Bevolkingsgroei en welvaart
Waarom hebben arme landen een hoog geboortecijfer?
- Demografisch: arme landen kennen een jonge leeftijdsopbouw en hebben dus veel vrouwen in de vruchtbare leeftijd, wat zorgt voor een hoger geboortecijfer.
- Onderwijs: de vruchtbaarheid daalt wanneer de scholingsgraad van meisjes stijgt. Kennis over geboorteregeling neemt toe en ze hebben betere carrièremogelijkheden. Kinderen krijgen past niet in dat patroon.
- Religie: het katholieke geloof stimuleert grote gezinnen en wijst abortus en het gebruik van voorbehoedsmiddelen af. Ontkerkelijking en het gebruik van de pil gaan hand in hand.
- Cultuur: in veel culturen geeft een groot gezin (vooral zonen) aanzien.
- Gezondheidssituatie: voornamelijk hoge zuigelingensterfte (aantal baby’s per duizend levendgeborenen dat in het eerste levensjaar sterft). Dit stimuleert het geboortecijfer want ouders willen er zeker van zijn dat een aantal kinderen het overleeft om later voor de ouders te zorgen.
- Armoede: het verschil in welvaart. Wanneer de welvaart stijgt, daalt de kindersterfte, de mensen worden beter opgeleid, de invloed van godsdienst neemt af en de sociale zekerheid wordt groter. De noodzaak van een groot gezin verdwijnt.
De verhouding tussen het niet-actieve deel van de bevolking en het actieve deel noemt men de demografische druk. In rijke landen stijgt deze druk door de vergrijzing, in arme landen is de druk juist hoog door de jonge bevolking.
Demografische transitie
De ontwikkeling van het geboorte- en sterftecijfer kun je weergeven in het demografisch transitiemodel.
Fase 1 zowel het geboorte- als het sterftecijfer is hoog.
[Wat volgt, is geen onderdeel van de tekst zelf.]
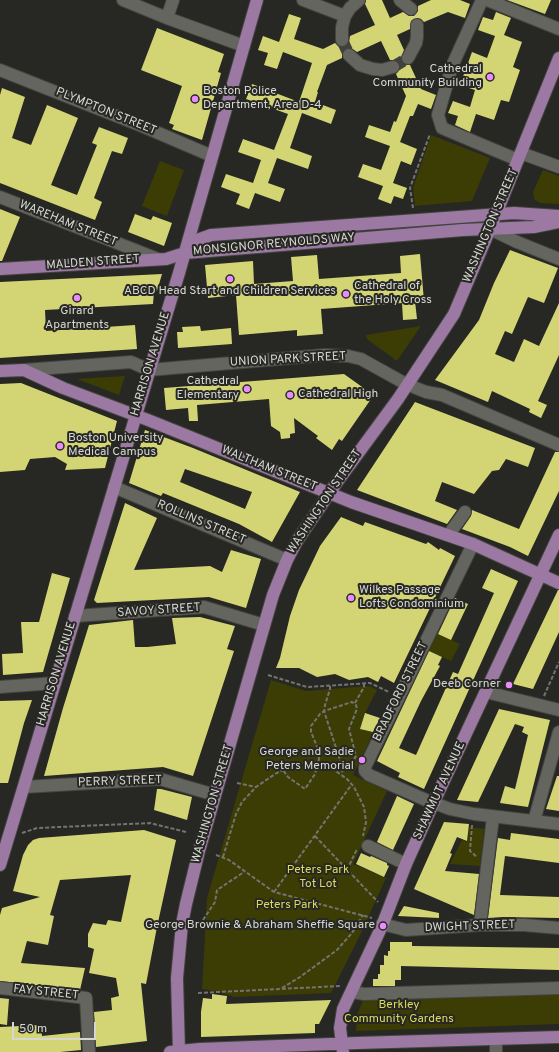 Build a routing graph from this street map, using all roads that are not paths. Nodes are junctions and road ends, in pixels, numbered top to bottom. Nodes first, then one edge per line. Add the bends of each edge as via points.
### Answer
1 (123, 0) edge
2 (173, 0) edge
3 (256, 0) edge
4 (303, 0) edge
5 (359, 0) edge
6 (400, 0) edge
7 (482, 0) edge
8 (487, 0) edge
9 (411, 9) dead end
10 (345, 16) junction
11 (167, 18) junction
12 (417, 25) dead end
13 (559, 29) edge
14 (342, 40) tunnel mouth
15 (244, 46) junction
16 (349, 55) tunnel mouth
17 (408, 58) tunnel mouth
18 (559, 58) edge
19 (393, 67) tunnel mouth
20 (0, 70) edge
21 (212, 156) junction
22 (520, 156) junction
23 (559, 167) edge
24 (0, 197) edge
25 (496, 214) junction
26 (559, 216) edge
27 (559, 222) edge
28 (490, 229) junction
29 (185, 253) junction
30 (158, 259) junction
31 (559, 259) edge
32 (0, 269) edge
33 (24, 370) junction
34 (149, 370) junction
35 (0, 371) edge
36 (406, 384) junction
37 (136, 415) junction
38 (559, 445) edge
39 (114, 487) junction
40 (329, 493) junction
41 (465, 512) dead end
42 (452, 530) dead end
43 (559, 535) edge
44 (472, 544) junction
45 (287, 560) junction
46 (540, 576) junction
47 (559, 583) edge
48 (75, 616) junction
49 (264, 626) junction
50 (55, 683) junction
51 (0, 687) edge
52 (486, 692) junction
53 (559, 710) edge
54 (559, 732) edge
55 (24, 787) junction
56 (215, 795) junction
57 (434, 804) junction
58 (493, 816) junction
59 (534, 820) junction
60 (559, 824) edge
61 (362, 846) road end
62 (406, 864) junction
63 (0, 865) edge
64 (382, 924) junction
65 (480, 925) junction
66 (559, 928) edge
67 (0, 988) edge
68 (559, 988) edge
69 (352, 992) junction
70 (559, 1037) edge
71 (496, 1039) junction
72 (342, 1048) edge
73 (89, 1052) edge
74 (176, 1052) edge
75 (496, 1052) edge

1 - 11 street
2 - 11 street
3 - 15 main road, HARRISON AVENUE
4 - 10 street
5 - 10 street
6 - 9 street
7 - 22 street via 452,66 438,115 442,128
8 - 13 street
10 - 14 street
11 - 15 street
12 - 17 street via 416,43
15 - 21 main road, HARRISON AVENUE
16 - 19 street via 360,65 373,69
18 - 22 main road, WASHINGTON STREET
20 - 21 street, PLYMPTON STREET
21 - 29 main road, HARRISON AVENUE
22 - 23 street
22 - 25 main road, WASHINGTON STREET
24 - 30 street, WAREHAM STREET
25 - 26 main road, MONSIGNOR REYNOLDS WAY
25 - 28 main road, WASHINGTON STREET
25 - 29 main road, MONSIGNOR REYNOLDS WAY via 211,235 200,238
27 - 28 main road, MONSIGNOR REYNOLDS WAY via 538,227
28 - 29 main road, MONSIGNOR REYNOLDS WAY
28 - 31 street
28 - 36 main road, WASHINGTON STREET via 454,314
29 - 30 main road, MALDEN STREET via 172,258
29 - 34 main road, HARRISON AVENUE
30 - 32 main road, MALDEN STREET
33 - 34 street, UNION PARK STREET via 131,362
33 - 35 main road, UNION PARK STREET
33 - 37 main road, WALTHAM STREET via 63,388
34 - 36 street, UNION PARK STREET via 348,356 361,359
34 - 37 main road, HARRISON AVENUE
36 - 38 street, UNION PARK STREET via 442,395
36 - 40 main road, WASHINGTON STREET via 398,399
37 - 39 main road, HARRISON AVENUE
37 - 40 main road, WALTHAM STREET
39 - 45 street, ROLLINS STREET
39 - 48 main road, HARRISON AVENUE
40 - 44 main road, WALTHAM STREET
40 - 45 main road, WASHINGTON STREET via 296,540
41 - 42 street
43 - 46 main road, SHAWMUT AVENUE
44 - 46 main road, WALTHAM STREET
44 - 57 street, BRADFORD STREET via 365,769 367,774
45 - 49 main road, WASHINGTON STREET
46 - 47 main road, WALTHAM STREET
46 - 52 main road, SHAWMUT AVENUE
48 - 49 street, SAVOY STREET via 204,607
48 - 50 main road, HARRISON AVENUE
49 - 56 main road, WASHINGTON STREET
50 - 51 street
50 - 55 main road, HARRISON AVENUE
52 - 53 street
52 - 57 main road, SHAWMUT AVENUE
54 - 59 street
55 - 56 street, PERRY STREET via 160,779
55 - 63 main road, HARRISON AVENUE
56 - 74 main road, WASHINGTON STREET via 182,924 177,978
57 - 58 street, BRADFORD STREET
57 - 62 main road, SHAWMUT AVENUE
58 - 59 street, BRADFORD STREET
58 - 65 street
59 - 60 street, BRADFORD STREET
61 - 62 street
62 - 64 main road, SHAWMUT AVENUE
64 - 65 street, DWIGHT STREET via 406,930
64 - 69 main road, SHAWMUT AVENUE
65 - 66 street, DWIGHT STREET
67 - 73 street, FAY STREET via 86,998
68 - 69 street via 364,994
69 - 72 main road, SHAWMUT AVENUE via 340,1021
70 - 71 main road
71 - 72 main road
71 - 75 street
72 - 74 main road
Natuurlijke groei is
gering.
Fase 2` het geboortecijfer blijft hoof, maar het sterftecijfer daalt sterk. De
bevolking groeit snel.
Fase 3 het geboortecijfer gaat dalen en de groei neemt af
Fase 4 geboorte- en sterftecijfer komen op een veel lager niveau weer in
evenwicht. Soms is het sterftecijfer zelfs hoger en krimpt de bevolking.
De overgang verloopt onregelmatig. Bij elke fase hoort een andere leeftijdsopbouw. Het model is gebaseerd op de ontwikkeling die westerse landen hebben doorlopen.
Paragraaf 8 Samenhang: ontwikkeling en verstedelijking
Een wereld van steden
Het proces waarbij het aandeel van de bevolking dat in de stad woont groeit, noem je verstedelijking en dat druk je uit in de urbanisatiegraad. De urbanisatiegraad in rijke landen is veel hoger dan in arme landen, maar niet overal verstaan ze hetzelfde onder een stad. De hoogte van de urbanisatiegraad hangt af van de geografische omstandigheden.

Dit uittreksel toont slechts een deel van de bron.